1MORE Quad Driver Listening Tests
I was listening with my everyday and super neutral Dan Clark Stealth headphone. Switch to 1More immediately caused the boominess to stand out so EQ tools came right out:

1MORE Quad Driver In-Ear Headphones IEM equalization eq THX.png


Most of this should be explanatory except the filter at 8200 Hz. I had to dial this way down as otherwise sound was bright. I am starting to think the target is not quite correction for this region.

At first, I liked the sound but thought maybe someone else would like the stock sound. I listened for 15 minutes and then turned off EQ. Wow, did the sound collapse and became closed, boomy and uninteresting. Don't know where THX got this target response.
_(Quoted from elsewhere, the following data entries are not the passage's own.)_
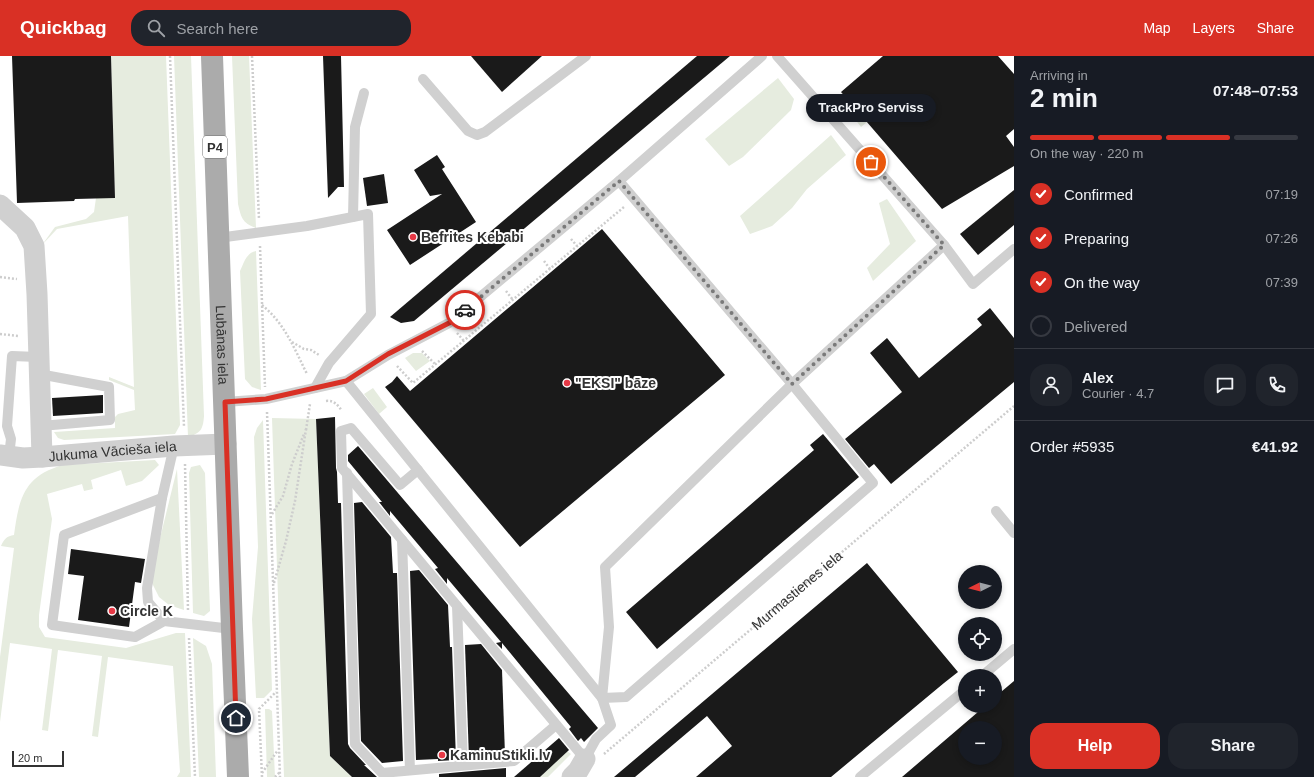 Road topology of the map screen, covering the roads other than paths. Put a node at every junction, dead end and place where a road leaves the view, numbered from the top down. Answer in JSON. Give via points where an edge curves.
{"nodes":[{"id":1,"x":212,"y":56,"type":"edge"},
{"id":2,"x":586,"y":56,"type":"edge"},
{"id":3,"x":762,"y":56,"type":"edge"},
{"id":4,"x":777,"y":56,"type":"edge"},
{"id":5,"x":423,"y":79,"type":"dead end"},
{"id":6,"x":364,"y":92,"type":"dead end"},
{"id":7,"x":619,"y":181,"type":"junction"},
{"id":8,"x":1,"y":211,"type":"edge"},
{"id":9,"x":353,"y":217,"type":"junction"},
{"id":10,"x":218,"y":238,"type":"junction"},
{"id":11,"x":944,"y":245,"type":"junction"},
{"id":12,"x":1013,"y":251,"type":"edge"},
{"id":13,"x":38,"y":365,"type":"junction"},
{"id":14,"x":346,"y":381,"type":"junction"},
{"id":15,"x":792,"y":384,"type":"junction"},
{"id":16,"x":315,"y":388,"type":"junction"},
{"id":17,"x":225,"y":402,"type":"junction"},
{"id":18,"x":41,"y":426,"type":"junction"},
{"id":19,"x":226,"y":444,"type":"junction"},
{"id":20,"x":179,"y":446,"type":"junction"},
{"id":21,"x":4,"y":456,"type":"edge"},
{"id":22,"x":42,"y":457,"type":"junction"},
{"id":23,"x":418,"y":470,"type":"junction"},
{"id":24,"x":346,"y":473,"type":"junction"},
{"id":25,"x":162,"y":498,"type":"junction"},
{"id":26,"x":996,"y":511,"type":"dead end"},
{"id":27,"x":1014,"y":533,"type":"edge"},
{"id":28,"x":402,"y":540,"type":"junction"},
{"id":29,"x":457,"y":606,"type":"junction"},
{"id":30,"x":164,"y":621,"type":"junction"},
{"id":31,"x":232,"y":629,"type":"junction"},
{"id":32,"x":1014,"y":649,"type":"edge"},
{"id":33,"x":990,"y":669,"type":"edge"},
{"id":34,"x":958,"y":696,"type":"edge"},
{"id":35,"x":602,"y":698,"type":"junction"},
{"id":36,"x":556,"y":725,"type":"junction"},
{"id":37,"x":463,"y":765,"type":"junction"},
{"id":38,"x":585,"y":768,"type":"edge"},
{"id":39,"x":410,"y":770,"type":"junction"},
{"id":40,"x":238,"y":777,"type":"edge"},
{"id":41,"x":860,"y":777,"type":"edge"}],
"edges":[{"from":1,"to":10,"type":"main road","name":"Lubānas iela","number":"P4"},
{"from":2,"to":5,"type":"lane","via":[[485,132],[477,135],[468,131]]},
{"from":3,"to":7,"type":"lane"},
{"from":4,"to":11,"type":"lane"},
{"from":6,"to":9,"type":"lane","via":[[355,127]]},
{"from":7,"to":14,"type":"lane","via":[[449,323],[388,354]]},
{"from":7,"to":15,"type":"lane"},
{"from":8,"to":13,"type":"street","via":[[25,228],[34,246]]},
{"from":9,"to":10,"type":"lane"},
{"from":9,"to":16,"type":"lane","via":[[368,214],[371,314],[329,363]]},
{"from":10,"to":17,"type":"main road","name":"Lubānas iela","number":"P4"},
{"from":11,"to":12,"type":"lane","via":[[973,284]]},
{"from":11,"to":15,"type":"lane"},
{"from":13,"to":18,"type":"street"},
{"from":13,"to":18,"type":"lane","via":[[109,387],[110,420]]},
{"from":13,"to":21,"type":"lane","via":[[12,356],[7,426],[11,439]]},
{"from":14,"to":16,"type":"lane"},
{"from":14,"to":23,"type":"lane"},
{"from":15,"to":35,"type":"lane","via":[[605,567],[609,627]]},
{"from":15,"to":35,"type":"lane","via":[[873,483],[626,697]]},
{"from":16,"to":17,"type":"lane","via":[[266,399]]},
{"from":17,"to":19,"type":"main road","name":"Lubānas iela","number":"P4"},
{"from":18,"to":22,"type":"street"},
{"from":19,"to":20,"type":"street","name":"Jukuma Vācieša iela"},
{"from":19,"to":31,"type":"main road","name":"Lubānas iela","number":"P4"},
{"from":20,"to":22,"type":"street","name":"Jukuma Vācieša iela"},
{"from":20,"to":25,"type":"lane"},
{"from":21,"to":22,"type":"street","name":"Jukuma Vācieša iela"},
{"from":23,"to":24,"type":"lane","via":[[400,485],[351,428],[341,431],[342,468]]},
{"from":23,"to":35,"type":"lane"},
{"from":24,"to":28,"type":"lane"},
{"from":24,"to":39,"type":"lane","via":[[355,744],[382,773]]},
{"from":25,"to":30,"type":"lane","via":[[147,588],[148,602]]},
{"from":25,"to":30,"type":"lane","via":[[64,535],[52,625],[134,637]]},
{"from":26,"to":27,"type":"lane"},
{"from":28,"to":29,"type":"lane"},
{"from":28,"to":39,"type":"lane"},
{"from":29,"to":36,"type":"lane"},
{"from":29,"to":37,"type":"lane"},
{"from":30,"to":31,"type":"lane"},
{"from":31,"to":40,"type":"main road","name":"Lubānas iela","number":"P4"},
{"from":32,"to":33,"type":"lane"},
{"from":34,"to":41,"type":"lane"},
{"from":35,"to":38,"type":"lane","via":[[611,725],[596,739]]},
{"from":36,"to":37,"type":"lane","via":[[514,761]]},
{"from":36,"to":38,"type":"lane"},
{"from":37,"to":39,"type":"lane"}]}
The lack of distortion is very obvious as you crank up the volume. There is no hint of distortion as the volume gets dangerously loud! Be careful then with that volume knob as you won't have distortion to cause you to pull back.

Conclusions
There are definitely good things going on here with ultra low distortion allowing us to fix its response. Out of the box, it is bass heavy and trebly shy which means it is not offensive. So can be used without EQ. With EQ, it really comes to life and sounds extremely good. As with most IEMs and headphones though, EQ is mandatory for best sound. Without it, I would not bother with this IEM.

Overall, I can only recommend the 1MORE Quad Driver IEM with EQ.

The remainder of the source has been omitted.